Setting login form autocomplete to off

by Chuck Johnson -
Number of replies: 9

Hi,

Our monthly scans of our site by the Department of Homeland Security's CISA flag us on our WeBWorK site for issues with the login form having the autocomplete=on for the admin and currently available courses' login form.

The report shows the following:

The following password field(s) in the form do not set autocomplete="off":
(Field name: passwd Field id: pswd)

I generally enjoy a challenge, but this has proven to be a challenge that is greater than what I am currently capable of.

I updated our server to the current version (2.18) yesterday in hopes of it having autocomplete set to off by default. When looking at the properties of the form in the browser's developer tools though, it appears autocomplete is still on.

I'd be very grateful if someone could give me some ideas or instructions on how the setting can be changed to autocomplete=off, if it can be done?

Thanks!

Chuck

In reply to Chuck Johnson

Re: Setting login form autocomplete to off

by Glenn Rice -

That is an invalid report.  See https://developer.mozilla.org/en-US/docs/Web/Security/Securing_your_site/Turning_off_form_autocompletion.  Most modern browser's do not support setting autocomplete="off" on fields in a login form, and they all should not support that.

Note that WeBWorK does not set autocomplete="on" for those fields.  So if you are seeing it, then that is the browser adding it.  You can't stop that.

In reply to Glenn Rice

Re: Setting login form autocomplete to off

by Andras Balogh -

I used to get many invalid reports and I thank the WeBWorK developers for helping to sift through them.

Instead of arguing with them is it possible that in this case the the IT would be happy with a useless autocomplete="off" setting?



In reply to Glenn Rice

Re: Setting login form autocomplete to off

by Alex Jordan -
I can confirm that with Firefox on MacOS, I have a course where when I start typing in the username field, it prompts me with "alexjordan" in a dropdown style menu. (This is actually annoying because my username is something else, but one time I mistyped it and this is what it remembers.)
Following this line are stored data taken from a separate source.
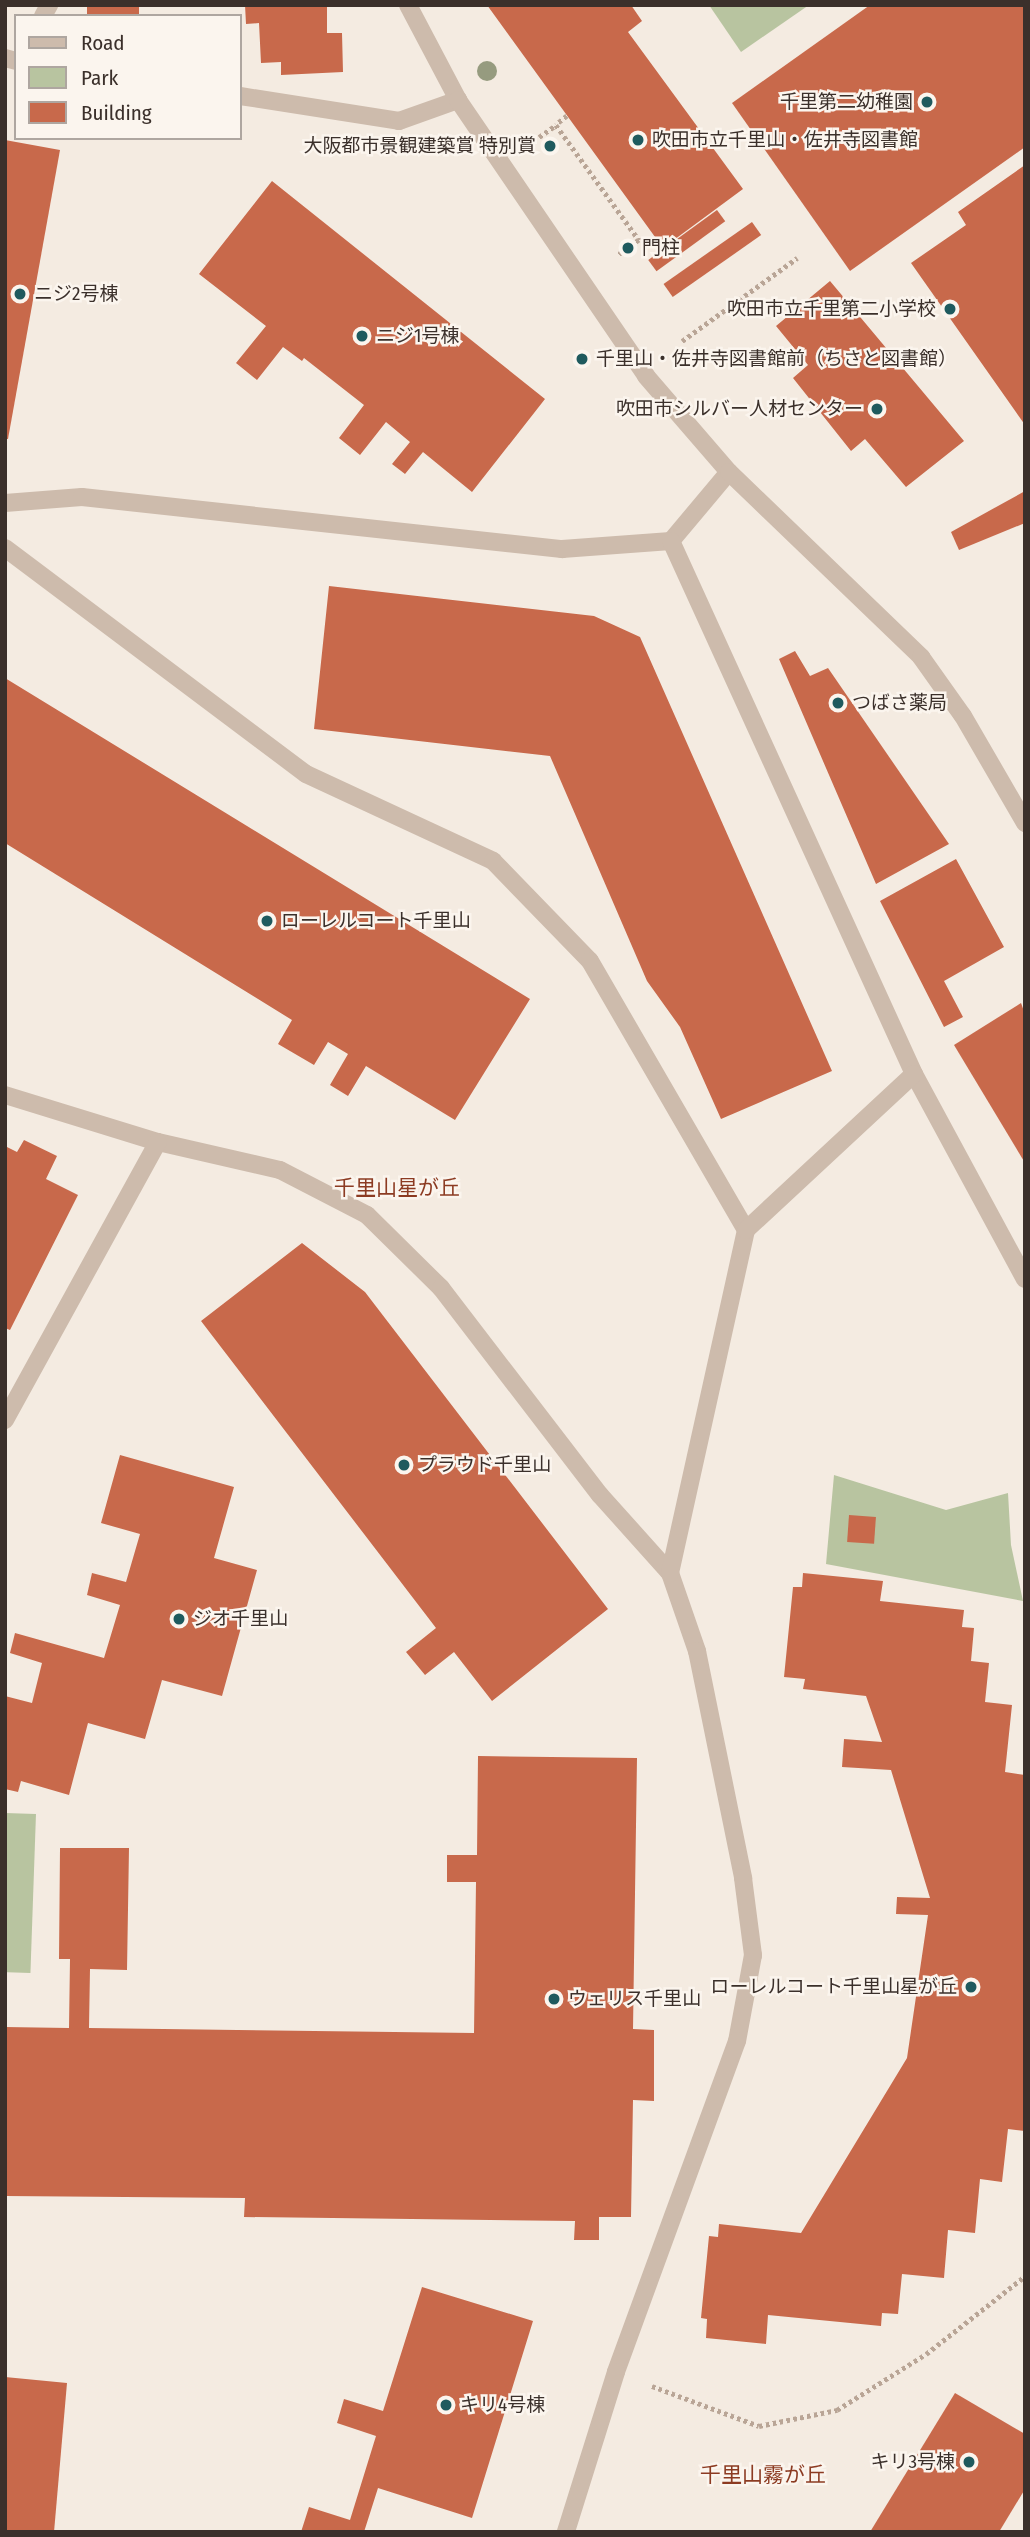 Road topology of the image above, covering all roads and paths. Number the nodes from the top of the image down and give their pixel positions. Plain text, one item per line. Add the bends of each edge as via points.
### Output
1 (408, 5) edge
2 (242, 96) edge
3 (458, 100) junction
4 (567, 116) dead end
5 (556, 125) junction
6 (539, 137) dead end
7 (618, 255) dead end
8 (797, 258) dead end
9 (682, 341) dead end
10 (729, 472) junction
11 (5, 503) edge
12 (671, 541) junction
13 (5, 548) edge
14 (1025, 823) edge
15 (914, 1074) junction
16 (5, 1096) edge
17 (158, 1142) junction
18 (746, 1230) junction
19 (1025, 1279) edge
20 (5, 1420) edge
21 (670, 1573) junction
22 (1025, 2276) edge
23 (615, 2372) junction
24 (566, 2532) edge

1 - 3 street
2 - 3 street via 399,121
3 - 10 street via 606,322
4 - 5 path
5 - 6 path
5 - 7 path via 639,240
8 - 9 path
10 - 12 street
10 - 14 street via 921,657 963,716
11 - 12 street via 82,497 562,549
12 - 15 street
13 - 18 street via 306,774 493,861 590,961
15 - 18 street
15 - 19 street
16 - 17 street
17 - 20 street
17 - 21 street via 280,1170 367,1215 441,1288 600,1495
18 - 21 street
21 - 23 street via 697,1651 743,1878 752,1955 737,2041
22 - 23 path via 926,2354 837,2410 759,2426
23 - 24 street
If I add `autocomplete="off"` to the form (just editing the DOM in the developer tools), it no longer does this. And then if I remove that, it returns to the original behavior.

Aside from revealing a username that should maybe not be revealed, a thing that can happen is a person types too quickly without looking at the screen:
username[doesn't hit tab hard enough]password[enter]
and the password could find its way into storage to later be revealed.
In reply to Alex Jordan

Re: Setting login form autocomplete to off

by Andras Balogh -
Based on the link Glenn sent and based on my experience it is also about browser settings that can override the page source.
Firefox v 120.0.1 on my Mac happily autocompletes both my (correct) login name and password on our Blackboard login page that has autocomplete="off" both for username and password.
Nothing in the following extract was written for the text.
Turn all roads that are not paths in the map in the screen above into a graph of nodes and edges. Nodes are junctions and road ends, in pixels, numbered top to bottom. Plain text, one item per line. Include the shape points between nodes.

But whatever makes IT happy.
In reply to Alex Jordan

Re: Setting login form autocomplete to off

by Glenn Rice -
Most browser's will offer to autocomplete the username and password regardless of if those inputs have the autocomplete="off" set on them or not. They also will only remember a username and password if you explicitly tell them to do so (they will prompt you and ask to save the username and password). If you are on a public computer, you should of course never tell the browser to save the username and password. If you mistype and enter an invalid username or password (or don't hit tab hard enough and start typing your password into the username input and hit enter), then you also should not tell the browser to save the username and password. You can also remove a username and password from what is saved if you want to do so. If you are being prompted with a username that is invalid, then you should do that.

Both Firefox and Google chrome do what I have described. I don't know of any modern browsers that don't.

I have tried adding autocomplete="off" both in the code so that it is there when the page loads, and via the developer tools in the browser. In neither case does this disable the behavior I have described above.

As stated on the MDN page that I linked before, this behavior is considered MORE secure than having autocomplete="off" actually honored by the browser. The reason is that it allows users to create stronger passwords that they do not need to remember.
In reply to Glenn Rice

Re: Setting login form autocomplete to off

by Chuck Johnson -
Hi Glenn,

Thank you for your detailed response.

I just had a conversation with my boss regarding the setting. He said as long as we have a record of the issue and its status, it should be OK.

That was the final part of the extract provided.